A Self-Help Blog

Wednesday, 28 March 2012

"All good novelists have bad memories" ~ Graham Greene
I can't really apply that quote to myself at this point in time without bookending it with this one:

"It's a poor sort of memory that only works backwards" ~ Lewis Carroll

Because I do plan to have a novel finished by the time I'm 85.

Every mood I'm in, every stage of life, it always feels like I've always been this way and never any other. It's very tiring. And something that I see others ascribe to young children, and yet here I am all 41 and haggy, and I regularly succumb to this way of thinking.

Logically and rationally, I know how much things change.  I remember in some vague fashion that things are always changing.  But the fight for perspective is a difficult one, because I am like David, fighting for that perspective using a ragged, pathetically sievelike memory as my weapon. Honestly, I did not smoke that much dope in my earlier years for my memory to be so truly, monumentally fucked up.

I am feeling a little unsure and adrift (geez, what's new?)  Feeling on the verge of new ways of looking at things, hanging onto the hope of other people to think that I can do that.  And so to remind myself of how I have dealt with feeling these sorts of things in the past, I went looking at my blog to see how I felt in 2007, 2009, randomly flitting from one post to another, seeing that really and truly, nothing much really has changed - I'm still depressed in some variety, still anxious in another, still struggling to get through some of the days.

And yet at the same time it feels everything has changed. Every word I have written that is in the past has this feeling of everything being somehow easier than it is now.  Which is not true.  It's just that everything is frozen in time in every second that is not now.

The interesting part about reading the words I had carefully crafted on some day other than today, on days where maybe I was trying to keep my head above the water of whatever swell I felt was sinking me at the time, was that the rereading felt redemptive.  Even apart from bringing you clarity, hope and purpose, the act of writing about your own shit brings along with it its own comfort.  I know I felt that sense of comfort. of reframing, when I hit "publish" on those posts in 2007 or 2009.  Because it's how I feel every time I hit "publish", every time I finish writing something, anything.

The redemption comes twice over, upon rereading your own blog posts.  Discombobula has literally become a self-help blog for me :)

It's all good, as long as you can put aside the discomfort that you must be horribly self-absorbed to go reading your own stuff for help - sort of like how I imagine it would feel after cooking a beautiful meal you're proud of, only to vomit it up whole.  Looking around to see whether anyone else is looking - should you re-eat it?  But hey, you're hungry.  And what better than enjoying it once but enjoying it twice?



  1. I often read my blog, Sue, and gain greatly from it. I don't think that makes me strange (there are other things that do, of course:)) Everything I write or quote there is for my benefit as much as for other folks'. Yours never fails to intrigue, delight or challenge... or all three:)

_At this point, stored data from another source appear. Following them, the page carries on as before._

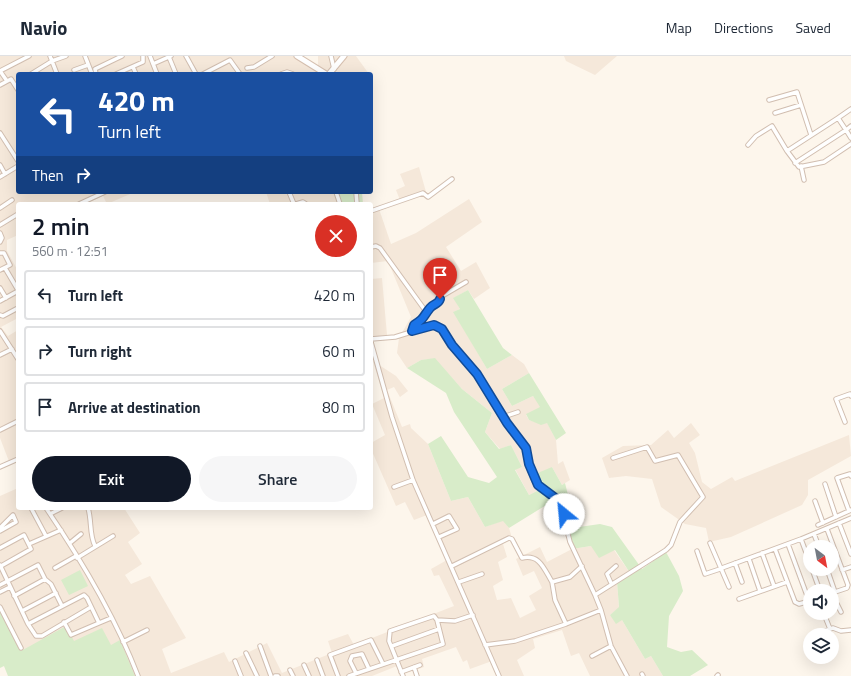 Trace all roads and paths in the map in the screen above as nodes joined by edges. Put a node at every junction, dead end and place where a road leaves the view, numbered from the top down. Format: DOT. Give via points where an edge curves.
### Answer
graph roads {
  1 [pos="29,56"];
  2 [pos="50,56"];
  3 [pos="66,56"];
  4 [pos="85,56"];
  5 [pos="122,56"];
  6 [pos="143,56"];
  7 [pos="150,56"];
  8 [pos="170,56"];
  9 [pos="186,56"];
  10 [pos="272,56"];
  11 [pos="297,56"];
  12 [pos="344,56"];
  13 [pos="228,58"];
  14 [pos="52,61"];
  15 [pos="332,61"];
  16 [pos="153,64"];
  17 [pos="88,65"];
  18 [pos="133,67"];
  19 [pos="247,68"];
  20 [pos="74,70"];
  21 [pos="0,71"];
  22 [pos="34,72"];
  23 [pos="56,72"];
  24 [pos="91,72"];
  25 [pos="96,72"];
  26 [pos="121,72"];
  27 [pos="135,72"];
  28 [pos="157,72"];
  29 [pos="175,72"];
  30 [pos="195,72"];
  31 [pos="206,72"];
  32 [pos="239,72"];
  33 [pos="322,72"];
  34 [pos="325,72"];
  35 [pos="6,81"];
  36 [pos="16,82"];
  37 [pos="0,85"];
  38 [pos="769,100"];
  39 [pos="801,105"];
  40 [pos="851,109"];
  41 [pos="775,113"];
  42 [pos="838,118"];
  43 [pos="851,126"];
  44 [pos="846,130"];
  45 [pos="0,133"];
  46 [pos="811,135"];
  47 [pos="851,138"];
  48 [pos="851,144"];
  49 [pos="748,145"];
  50 [pos="787,151"];
  51 [pos="16,158"];
  52 [pos="795,163"];
  53 [pos="0,165"];
  54 [pos="801,166"];
  55 [pos="16,167"];
  56 [pos="5,174"];
  57 [pos="0,177"];
  58 [pos="452,179"];
  59 [pos="804,180"];
  60 [pos="101,194"];
  61 [pos="12,200"];
  62 [pos="83,202"];
  63 [pos="0,208"];
  64 [pos="373,210"];
  65 [pos="16,215"];
  66 [pos="0,225"];
  67 [pos="0,233"];
  68 [pos="0,242"];
  69 [pos="373,247"];
  70 [pos="0,253"];
  71 [pos="4,268"];
  72 [pos="0,270"];
  73 [pos="466,282"];
  74 [pos="16,287"];
  75 [pos="0,288"];
  76 [pos="16,291"];
  77 [pos="6,298"];
  78 [pos="0,301"];
  79 [pos="16,309"];
  80 [pos="427,313"];
  81 [pos="0,316"];
  82 [pos="0,330"];
  83 [pos="412,331"];
  84 [pos="373,339"];
  85 [pos="12,349"];
  86 [pos="373,349"];
  87 [pos="0,355"];
  88 [pos="16,356"];
  89 [pos="851,396"];
  90 [pos="518,412"];
  91 [pos="503,417"];
  92 [pos="16,422"];
  93 [pos="845,422"];
  94 [pos="0,429"];
  95 [pos="613,458"];
  96 [pos="16,460"];
  97 [pos="0,467"];
  98 [pos="851,476"];
  99 [pos="413,480"];
  100 [pos="825,484"];
  101 [pos="394,487"];
  102 [pos="815,501"];
  103 [pos="32,510"];
  104 [pos="47,510"];
  105 [pos="58,510"];
  106 [pos="89,510"];
  107 [pos="850,511"];
  108 [pos="50,514"];
  109 [pos="836,517"];
  110 [pos="851,518"];
  111 [pos="823,522"];
  112 [pos="839,523"];
  113 [pos="433,524"];
  114 [pos="818,525"];
  115 [pos="0,528"];
  116 [pos="827,529"];
  117 [pos="61,530"];
  118 [pos="0,531"];
  119 [pos="81,534"];
  120 [pos="814,534"];
  121 [pos="46,536"];
  122 [pos="112,536"];
  123 [pos="439,537"];
  124 [pos="801,540"];
  125 [pos="816,540"];
  126 [pos="70,543"];
  127 [pos="710,543"];
  128 [pos="29,544"];
  129 [pos="788,544"];
  130 [pos="803,545"];
  131 [pos="95,546"];
  132 [pos="0,548"];
  133 [pos="775,549"];
  134 [pos="697,551"];
  135 [pos="762,554"];
  136 [pos="851,554"];
  137 [pos="76,557"];
  138 [pos="749,559"];
  139 [pos="735,563"];
  140 [pos="0,566"];
  141 [pos="452,566"];
  142 [pos="582,566"];
  143 [pos="616,566"];
  144 [pos="851,567"];
  145 [pos="56,568"];
  146 [pos="721,568"];
  147 [pos="842,570"];
  148 [pos="482,574"];
  149 [pos="45,579"];
  150 [pos="7,581"];
  151 [pos="459,582"];
  152 [pos="552,582"];
  153 [pos="742,582"];
  154 [pos="787,582"];
  155 [pos="611,583"];
  156 [pos="0,585"];
  157 [pos="803,585"];
  158 [pos="729,586"];
  159 [pos="774,586"];
  160 [pos="10,587"];
  161 [pos="760,591"];
  162 [pos="839,591"];
  163 [pos="0,592"];
  164 [pos="56,593"];
  165 [pos="595,595"];
  166 [pos="14,596"];
  167 [pos="739,599"];
  168 [pos="803,602"];
  169 [pos="62,606"];
  170 [pos="0,607"];
  171 [pos="91,607"];
  172 [pos="839,607"];
  173 [pos="602,610"];
  174 [pos="22,611"];
  175 [pos="841,612"];
  176 [pos="473,615"];
  177 [pos="111,618"];
  178 [pos="437,620"];
  179 [pos="64,622"];
  180 [pos="99,622"];
  181 [pos="28,624"];
  182 [pos="566,624"];
  183 [pos="147,630"];
  184 [pos="439,630"];
  185 [pos="839,630"];
  186 [pos="851,630"];
  187 [pos="123,642"];
  188 [pos="485,645"];
  189 [pos="260,646"];
  190 [pos="392,646"];
  191 [pos="612,646"];
  192 [pos="21,648"];
  193 [pos="246,653"];
  194 [pos="592,656"];
  195 [pos="397,659"];
  196 [pos="317,660"];
  197 [pos="235,661"];
  198 [pos="383,664"];
  199 [pos="304,665"];
  200 [pos="420,665"];
  201 [pos="414,667"];
  202 [pos="369,669"];
  203 [pos="290,670"];
  204 [pos="356,673"];
  205 [pos="402,674"];
  206 [pos="498,675"];
  207 [pos="138,676"];
  208 [pos="242,676"];
  209 [pos="257,676"];
  210 [pos="271,676"];
  211 [pos="293,676"];
  212 [pos="309,676"];
  213 [pos="323,676"];
  214 [pos="338,676"];
  215 [pos="349,676"];
  216 [pos="417,676"];
  217 [pos="627,676"];
  1 -- 21 [label="street"];
  2 -- 14 [label="street"];
  3 -- 14 [label="street"];
  4 -- 17 [label="street"];
  5 -- 25 [label="street" via="95,69"];
  6 -- 18 [label="street" via="143,62"];
  7 -- 16 [label="street"];
  8 -- 16 [label="street"];
  8 -- 29 [label="street"];
  9 -- 30 [label="street"];
  10 -- 19 [label="street" via="254,67"];
  11 -- 33 [label="street"];
  12 -- 15 [label="street"];
  13 -- 31 [label="street"];
  13 -- 32 [label="street"];
  14 -- 22 [label="street"];
  14 -- 23 [label="street"];
  15 -- 34 [label="street"];
  16 -- 28 [label="street"];
  17 -- 20 [label="street"];
  17 -- 24 [label="street"];
  18 -- 26 [label="street"];
  18 -- 27 [label="street"];
  21 -- 35 [label="street"];
  35 -- 36 [label="street" via="12,79"];
  35 -- 37 [label="street"];
  38 -- 39 [label="street" via="797,92"];
  39 -- 41 [label="street"];
  39 -- 46 [label="street"];
  40 -- 42 [label="street"];
  42 -- 44 [label="street"];
  42 -- 46 [label="street"];
  43 -- 44 [label="street"];
  44 -- 47 [label="street"];
  44 -- 52 [label="street"];
  45 -- 51 [label="street"];
  46 -- 50 [label="street"];
  48 -- 54 [label="street" via="824,162"];
  49 -- 50 [label="street" via="756,136 772,126"];
  50 -- 52 [label="street"];
  52 -- 54 [label="street"];
  53 -- 56 [label="street"];
  54 -- 59 [label="street"];
  55 -- 56 [label="street"];
  56 -- 57 [label="street"];
  58 -- 64 [label="street" via="428,197 423,193"];
  60 -- 62 [label="street"];
  61 -- 63 [label="street"];
  65 -- 66 [label="street"];
  67 -- 68 [label="street"];
  69 -- 80 [label="street" via="380,248"];
  70 -- 71 [label="street" via="3,252 10,265"];
  71 -- 72 [label="street"];
  71 -- 74 [label="street"];
  73 -- 80 [label="street" via="442,296"];
  75 -- 77 [label="street"];
  76 -- 77 [label="street"];
  77 -- 78 [label="street"];
  79 -- 81 [label="street"];
  80 -- 83 [label="street" via="414,325"];
  82 -- 85 [label="street"];
  83 -- 84 [label="street" via="395,337"];
  83 -- 91 [label="street" via="434,325 442,329 477,374"];
  85 -- 87 [label="street"];
  85 -- 88 [label="street"];
  86 -- 99 [label="street"];
  89 -- 93 [label="street" via="850,394 836,399"];
  90 -- 91 [label="street"];
  91 -- 142 [label="street" via="526,448 529,464 538,485 553,494 560,503 570,542"];
  92 -- 94 [label="street"];
  95 -- 155 [label="street" via="647,447 654,461 678,455 703,497 680,522 670,546"];
  96 -- 97 [label="street"];
  98 -- 107 [label="street" via="850,474 837,478"];
  99 -- 101 [label="street"];
  99 -- 113 [label="street"];
  100 -- 109 [label="street"];
  102 -- 111 [label="street"];
  103 -- 121 [label="street"];
  104 -- 108 [label="street"];
  105 -- 108 [label="street"];
  106 -- 131 [label="street" via="91,536"];
  107 -- 109 [label="street"];
  108 -- 117 [label="street"];
  109 -- 111 [label="street"];
  110 -- 112 [label="street"];
  111 -- 114 [label="street"];
  112 -- 116 [label="street"];
  112 -- 136 [label="street"];
  113 -- 123 [label="street"];
  113 -- 123 [label="street" via="449,516 457,529"];
  115 -- 118 [label="street" via="13,515 16,522"];
  116 -- 120 [label="street"];
  116 -- 147 [label="street"];
  117 -- 121 [label="street"];
  117 -- 126 [label="street"];
  119 -- 126 [label="street"];
  120 -- 124 [label="street"];
  120 -- 125 [label="street"];
  121 -- 128 [label="street"];
  122 -- 131 [label="street"];
  123 -- 141 [label="street"];
  124 -- 129 [label="street"];
  124 -- 130 [label="street"];
  126 -- 137 [label="street"];
  127 -- 146 [label="street"];
  128 -- 132 [label="street" via="24,535"];
  128 -- 140 [label="street" via="31,550"];
  129 -- 133 [label="street"];
  129 -- 157 [label="street"];
  131 -- 137 [label="street"];
  133 -- 135 [label="street"];
  133 -- 154 [label="street"];
  134 -- 146 [label="street" via="705,574"];
  135 -- 138 [label="street"];
  135 -- 159 [label="street"];
  137 -- 145 [label="street"];
  137 -- 177 [label="street" via="91,576"];
  138 -- 139 [label="street"];
  138 -- 161 [label="street"];
  139 -- 146 [label="street"];
  139 -- 153 [label="street"];
  140 -- 150 [label="street"];
  141 -- 151 [label="street"];
  141 -- 152 [label="street" via="509,538 522,558 530,556 540,561"];
  142 -- 152 [label="street" via="570,577"];
  142 -- 165 [label="street"];
  143 -- 155 [label="street" via="607,574"];
  144 -- 147 [label="street"];
  146 -- 158 [label="street"];
  147 -- 162 [label="street" via="848,587"];
  148 -- 151 [label="street"];
  149 -- 150 [label="street" via="38,565"];
  149 -- 164 [label="street" via="50,581"];
  149 -- 166 [label="street"];
  150 -- 156 [label="street"];
  150 -- 160 [label="street"];
  151 -- 176 [label="street"];
  152 -- 182 [label="street" via="555,600"];
  154 -- 159 [label="street"];
  154 -- 168 [label="street" via="797,604"];
  155 -- 165 [label="street"];
  159 -- 161 [label="street"];
  160 -- 163 [label="street"];
  160 -- 166 [label="street"];
  161 -- 167 [label="street"];
  164 -- 169 [label="street"];
  164 -- 174 [label="street"];
  165 -- 173 [label="street"];
  166 -- 174 [label="street"];
  169 -- 171 [label="street" via="84,595"];
  169 -- 181 [label="street"];
  170 -- 192 [label="street"];
  171 -- 179 [label="street"];
  171 -- 180 [label="street"];
  172 -- 175 [label="street"];
  173 -- 182 [label="street"];
  173 -- 191 [label="street"];
  174 -- 181 [label="street"];
  176 -- 178 [label="street" via="456,621"];
  176 -- 188 [label="street"];
  177 -- 180 [label="street"];
  177 -- 187 [label="street"];
  178 -- 184 [label="street"];
  178 -- 190 [label="street" via="434,616 390,631 388,636"];
  179 -- 180 [label="street" via="71,635"];
  179 -- 181 [label="street" via="37,637"];
  182 -- 188 [label="street" via="515,641"];
  183 -- 187 [label="street"];
  184 -- 190 [label="street"];
  184 -- 195 [label="street" via="443,644"];
  185 -- 186 [label="street"];
  187 -- 207 [label="street"];
  188 -- 206 [label="street"];
  189 -- 210 [label="street"];
  190 -- 195 [label="street"];
  191 -- 194 [label="street"];
  191 -- 217 [label="street"];
  193 -- 209 [label="street"];
  195 -- 198 [label="street"];
  195 -- 205 [label="street"];
  196 -- 213 [label="street"];
  197 -- 208 [label="street"];
  198 -- 202 [label="street"];
  198 -- 214 [label="street" via="372,640 330,655"];
  199 -- 212 [label="street"];
  200 -- 201 [label="street"];
  201 -- 205 [label="street"];
  201 -- 216 [label="street"];
  202 -- 204 [label="street"];
  202 -- 204 [label="street" via="362,654 352,656 350,659"];
  203 -- 211 [label="street"];
  204 -- 215 [label="street"];
}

  2. It's okay Sue. My blog is kind of a self-help blog too. Only yours is more sofisticated than mine.

  3. Hello there, Cole :)  Nice to see you again.  I'm glad I'm not the only one who reads their own blog :)

  4. Well, thanks to thee, Harry!  :)

  5. a blog is a web log, a digital journal or diary
    sometimes the only way to realise just how much we've grown, how far we've come is to revisit old writing, old art, old quotes that spoke to us then, but perhaps not so much now
    a reminder that as much as we might feel like we're stuck in a time-warp of repeating our old failures or living the same stupid stories repeatedly, we do actually change
    it's kind of like an old aunty visiting - you know the one we hated as kids who used to slobber all over us with big hugs and kisses exclaiming "My how much you've grown! When I saw you last, you were only this big..."
    revisiting our archives gives us the benefit of seeing our growth, without the slobbery kisses and cloud of cheap Avon perfume

  6. I actually edited and published in Zine form one of my blogs that was in hindsight, about a long depression. You go through that thinking that its all a waste of time at the time. And at the time that writing was really nothing more than a survival mechanism. I took ten copies that I copied and cut and pasted (by hand - not mouse clicking) and stapled together into Sticky institute, degraves st subway and everyone of them sold! In hindsight, that blog was for me a very therapeutic thing.

  7. Yes, it's true. Although sometimes too revising our archives makes us see how much some things are still the same. Which is not necessarily a bad thing ... it just highlights the areas where we are working, I guess. I get a vision of going up a mountain, around and around its circumference, coming back to the same spot but from a different position. It's a fascinating area to think about :)

  8. I remember that blog. I'm not surprised the zines sold (note to self *must* check out the Sticky Institute) because there were some really lovely thoughts in that blog that came out of pain.